(TASK REQUIREMENTS): Which of the lines in the records below hold the string "hand"? Copy every one of them.
⟨
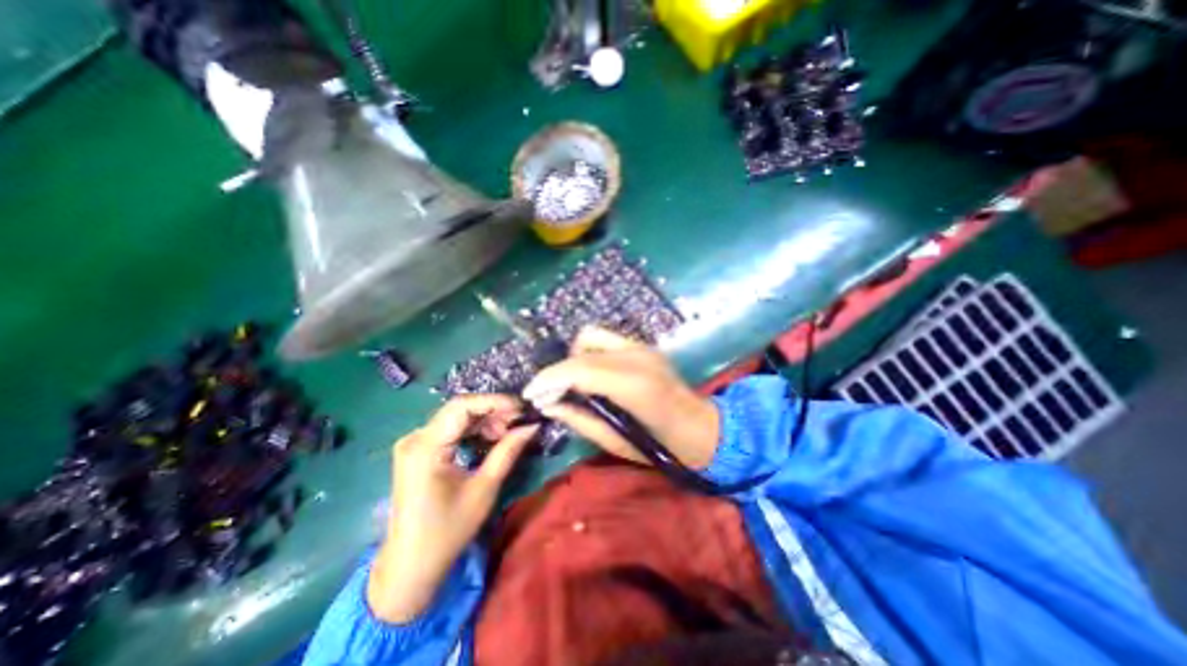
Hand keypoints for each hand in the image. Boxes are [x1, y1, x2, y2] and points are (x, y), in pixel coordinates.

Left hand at [369, 393, 539, 620]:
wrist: (410, 566)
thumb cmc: (448, 531)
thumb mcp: (484, 489)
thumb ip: (508, 451)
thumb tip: (532, 426)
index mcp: (426, 447)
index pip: (462, 407)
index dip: (494, 402)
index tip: (521, 407)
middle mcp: (415, 438)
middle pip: (459, 409)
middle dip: (492, 411)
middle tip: (519, 421)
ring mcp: (414, 444)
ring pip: (456, 417)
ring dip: (485, 420)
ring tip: (507, 432)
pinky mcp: (418, 450)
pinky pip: (450, 429)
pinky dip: (473, 430)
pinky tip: (490, 438)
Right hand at [521, 327, 723, 468]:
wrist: (704, 429)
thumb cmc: (664, 447)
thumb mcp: (617, 442)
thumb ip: (580, 420)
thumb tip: (549, 405)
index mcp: (634, 384)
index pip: (579, 369)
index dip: (549, 379)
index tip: (531, 394)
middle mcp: (637, 356)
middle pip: (582, 349)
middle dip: (557, 370)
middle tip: (549, 394)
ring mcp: (642, 346)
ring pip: (591, 336)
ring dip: (574, 358)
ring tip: (571, 384)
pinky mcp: (644, 346)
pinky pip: (605, 340)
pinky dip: (589, 354)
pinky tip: (590, 376)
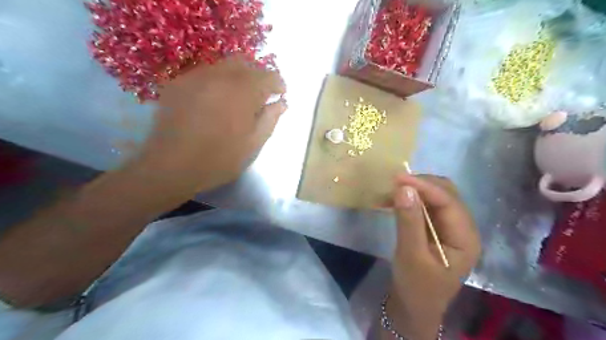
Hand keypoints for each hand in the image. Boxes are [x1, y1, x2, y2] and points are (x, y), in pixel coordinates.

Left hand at [132, 57, 286, 194]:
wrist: (171, 167)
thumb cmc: (219, 159)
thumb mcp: (253, 144)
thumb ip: (270, 119)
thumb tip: (281, 103)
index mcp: (242, 92)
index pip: (267, 75)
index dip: (277, 84)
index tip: (280, 95)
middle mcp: (219, 76)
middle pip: (244, 63)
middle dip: (256, 76)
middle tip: (259, 96)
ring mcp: (194, 77)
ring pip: (222, 66)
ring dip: (235, 77)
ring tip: (235, 99)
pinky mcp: (177, 84)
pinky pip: (202, 75)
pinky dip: (215, 83)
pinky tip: (212, 102)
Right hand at [385, 175, 480, 338]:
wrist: (413, 307)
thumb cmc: (416, 287)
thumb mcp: (411, 255)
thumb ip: (409, 221)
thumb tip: (404, 188)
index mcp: (465, 238)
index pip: (449, 202)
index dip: (425, 187)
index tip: (398, 178)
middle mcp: (462, 228)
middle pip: (446, 194)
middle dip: (421, 185)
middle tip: (394, 185)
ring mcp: (450, 227)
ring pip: (436, 197)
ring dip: (415, 190)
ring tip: (391, 191)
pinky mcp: (437, 228)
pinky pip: (426, 206)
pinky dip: (411, 200)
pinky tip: (395, 200)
⟩
(RESPONSE TO THE TASK):
Hand keypoints for each hand in the image. Boxes are [x1, y1, x2, y2] and points are (x, y), in pixel coordinates.
Left hand at [369, 393, 539, 620]:
Right hand at [521, 327, 723, 468]:
Hand keypoints for each hand in the image. Boxes are [x1, y1, x2, y2] and points are (x, y), in pixel coordinates.
Left hand at [132, 57, 286, 194]:
Right hand at [385, 175, 480, 338]:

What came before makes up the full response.